Japan considers mandatory sterilization of transgender people “unconstitutional”

It was a decision eagerly awaited by the LGBT+ community. The Japanese Supreme Court ruled “unconstitutional” the legal obligation for transgender people to undergo sterilization in order to change their sex in civil registers on Wednesday. The sterilization requirement imposes “serious restrictions” on a person’s life and “limits the free right of people not to suffer harm to their bodies against their will”, Japan’s highest court ruled on Wednesday in a much-anticipated stop.
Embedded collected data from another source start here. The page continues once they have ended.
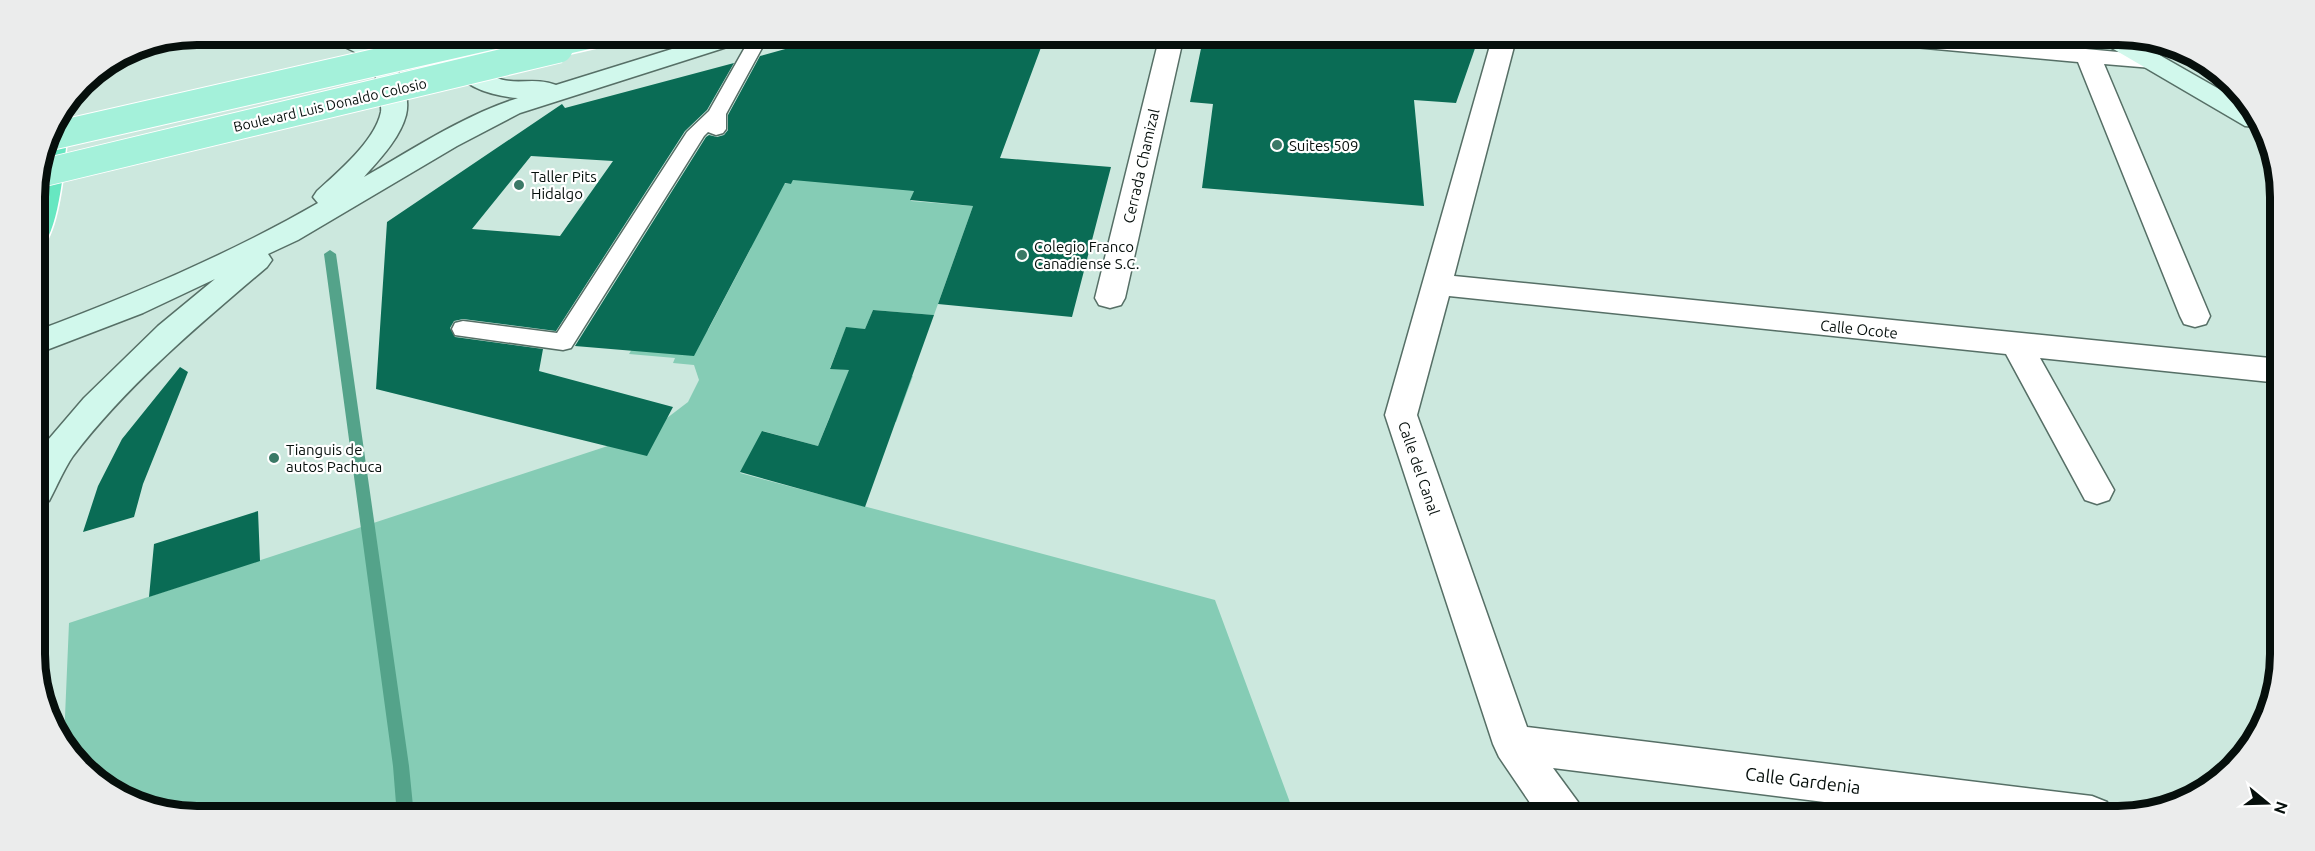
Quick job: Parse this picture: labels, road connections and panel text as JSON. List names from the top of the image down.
{
  "streets": {
    "main road": ["Boulevard Luis Donaldo Colosio"],
    "street": [
      "Cerrada Chamizal",
      "Calle Ocote",
      "Calle del Canal",
      "Calle Gardenia"
    ]
  },
  "crossings": [
    ["Calle Ocote", "Calle del Canal"],
    ["Calle del Canal", "Calle Gardenia"]
  ],
  "places": [
    "Suites 509",
    "Taller Pits Hidalgo",
    "Colegio Franco Canadiense S.C.",
    "Tianguis de autos Pachuca"
  ],
  "north": "right"
}
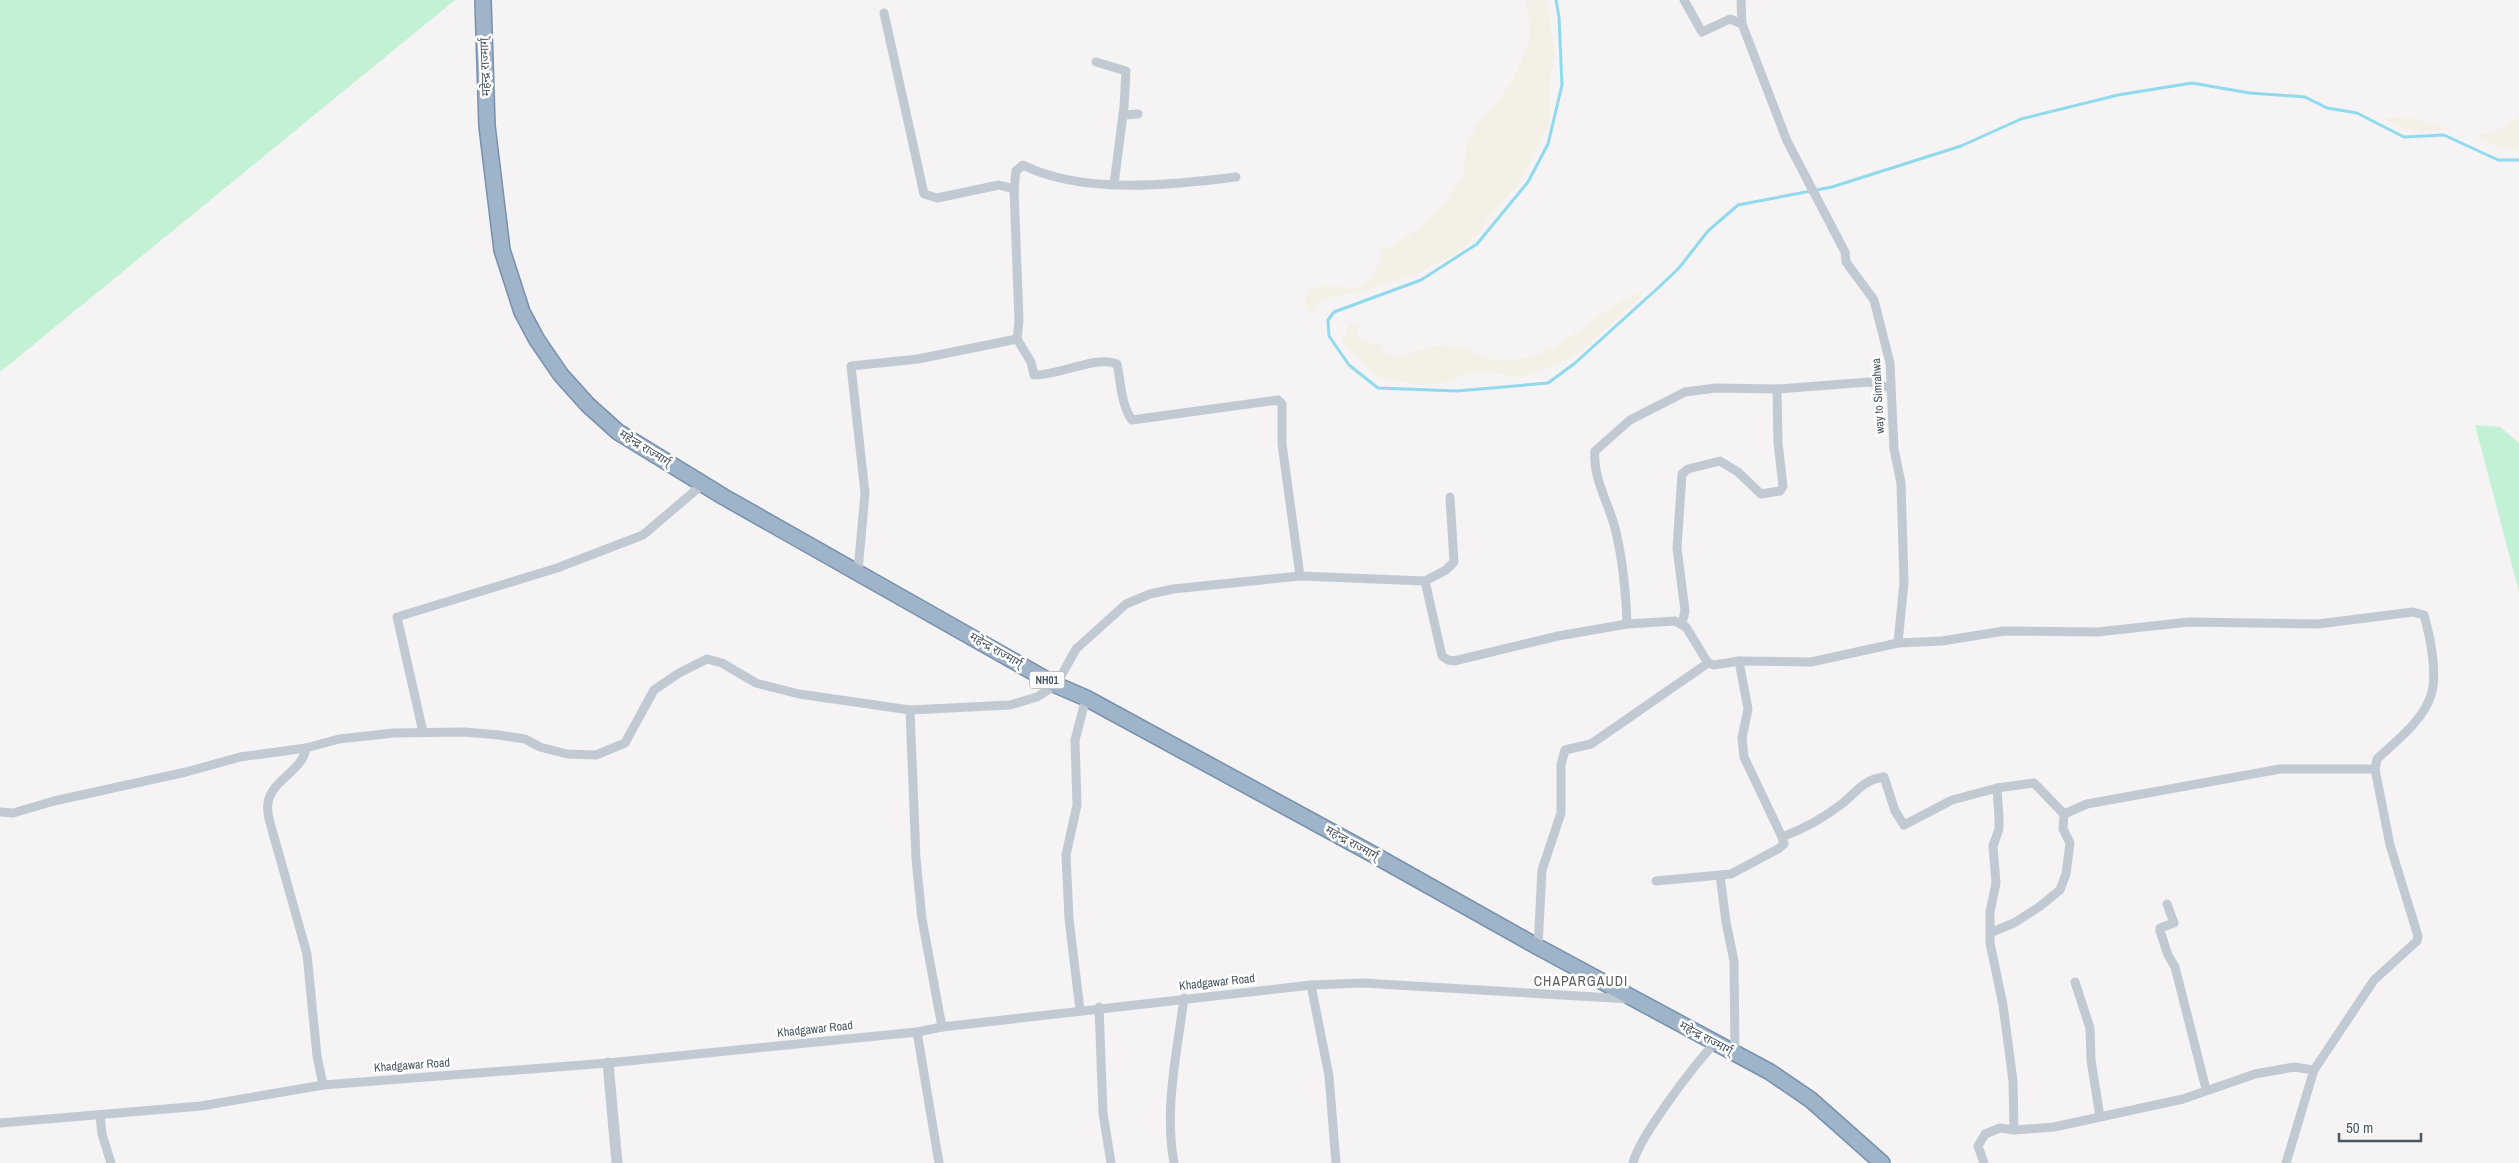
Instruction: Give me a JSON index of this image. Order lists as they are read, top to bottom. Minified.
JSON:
{"streets":{"highway":["महेन्द्र राज्मार्ग्","NH01"],"street":["way to Simrahwa","Khadgawar Road"]},"crossings":[["महेन्द्र राज्मार्ग्","Khadgawar Road"]],"districts":["CHAPARGAUDI"],"scale_bar":"50 m"}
In Japan, a transgender person who wants civil records to reflect their gender transition must apply to a family court after undergoing gender reassignment surgery, under a law passed in 2003. They must also prove lack of reproductive capacity, which usually requires sterilization, and her genitals must have a “similar appearance” to those of the gender with which she identifies.

A “serious violation of human rights”

Anyone seeking this change in marital status must also be single, have no minor children, and be officially diagnosed with gender dysphoria, which is distress caused by gender mismatch. assigned at birth and the gender a person identifies with.

The Japanese Supreme Court was seized following a legal action launched by a transgender woman seeking to be legally registered as a woman without undergoing surgery, on the grounds that compulsory sterilization constitutes a “serious violation of human rights and is unconstitutional. His request was rejected by a family court and then by a higher court.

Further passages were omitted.